My first encounter with FF was some PC demos of VIII I think. I thought it look really cool but could not afford it. So the first FF I got to play was X, and even though the game was pretty linear, I really liked the story, setting and music. (Im just going to ignore X-2, I played it for an hour or two, turned it off and it never saw the light of day again..)

VII and VIII was bought for my PS1 and my favorite of the two was (surprise, surprise) VII. I just though it was a more compelling story and I liked the game system better. VIII is still a good game even though I havent finished it yet...

I really felt like XII could have been a really great FF game, if it hadn't been for the fantastically boring story and characters. Really liked the less linear feel and system. Gave up after about 60+ hours of playtime when I had no idea what I was doing or what was going on. 

Bought FFI on iPhone and completed the game. I dont think I'll get the time to play every FF ever, so next up on my list is III and VI


----------



## Bloody_Inferno (Sep 4, 2012)

soliloquy said:


> then i played FFX. i think i played the first time and i clocked in at about 150 hours. second i did it in 75, and third i did it in 90ish. LOVED the game. though some of the stuff in the game is so pointless and aggravating! like the stupid chocobo race! and the final boss battle i thought was WAY too easy. by the time you come to the end, you're so strong that the boss battle only lasts me a mere minute or two (minus the cut scenes)...


 
The chocobo race was purely to optimize Tidus' best weapon. After that, that's it really, I hated it too. Actually, there were a ton of annoying things to do for best weapons (Lulu's lightning dodge game). 

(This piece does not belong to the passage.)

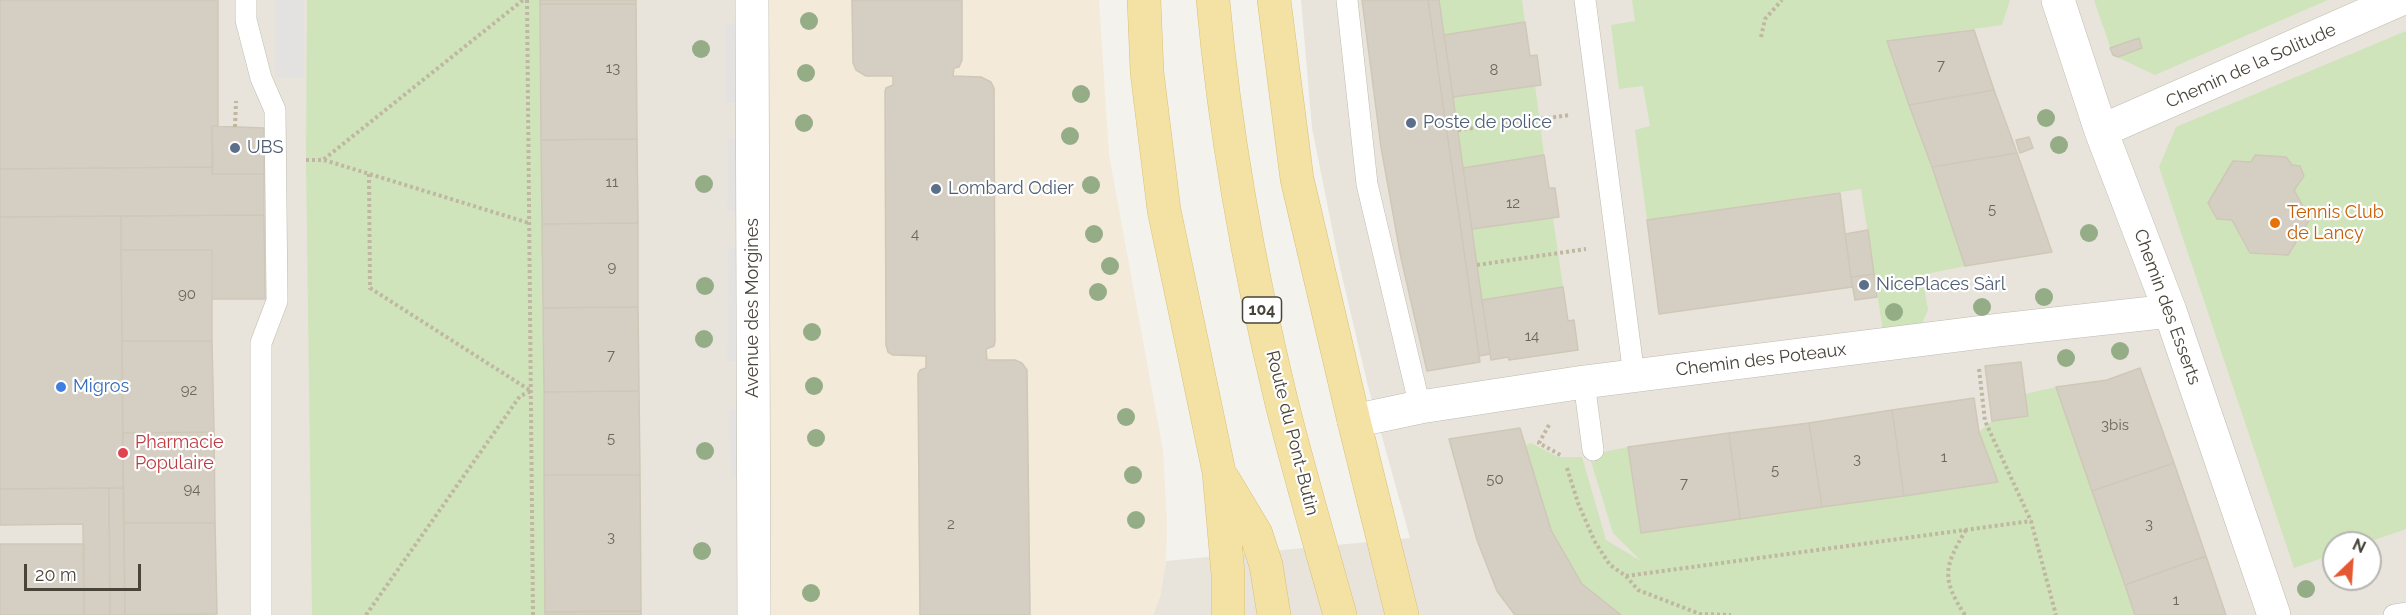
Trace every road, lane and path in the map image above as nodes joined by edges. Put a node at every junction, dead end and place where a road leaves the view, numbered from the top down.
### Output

And agreed that the final boss is quite possible the most anti-climactic final boss ever.


----------



## Bekanor (Sep 4, 2012)

Bloody_Inferno said:


> The chocobo race was purely to optimize Tidus' best weapon. After that, that's it really, I hated it too. Actually, there were a ton of annoying things to do for best weapons (Lulu's lightning dodge game).
> 
> And agreed that the final boss is quite possible the most anti-climactic final boss ever.



I'd argue that the boss of XII is the most anti-climactic boss in an FF game to date. My brother and I didn't even know that it WAS the final boss until it died and the credits started rolling so to speak. 

Come to think of it, nothing about that game had any real impact. It was just "Hi, play this game, do some grinding, now it's over. Thanks".


----------



## Fiction (Sep 4, 2012)

Yeah FFX final boss was a bit of a letdown, by the time I bothered to go finish it I had clocked in over 300 hours so I think that also contributed to it being relatively easy 

Ive been really struggling to finish 9 and 12, just cant stick with the game long enough to complete.

Oh and let the records know. I love chocobo racing


----------



## Fiction (Sep 4, 2012)

I also have the PSP Dissidia, the fighting was fun, but it got boring after the first hour.

Edit: Too much to talk about  I would try get your hands on FF Tactics Advanced as well it wa another great game, not as good as the psx/psp one but still an awesome game.


----------



## Pav (Sep 5, 2012)

Bloody_Inferno said:


> \This really needs a non handheld remake asap. \



Couldn't agree with you more. VI would easily be my favorite FF ever had VII not had the life-changing effects on me that it did so many others.


----------



## beneharris (Sep 5, 2012)

Call me a blind fanboi, but 7,8,9 are the absolute peak of perfection for me. 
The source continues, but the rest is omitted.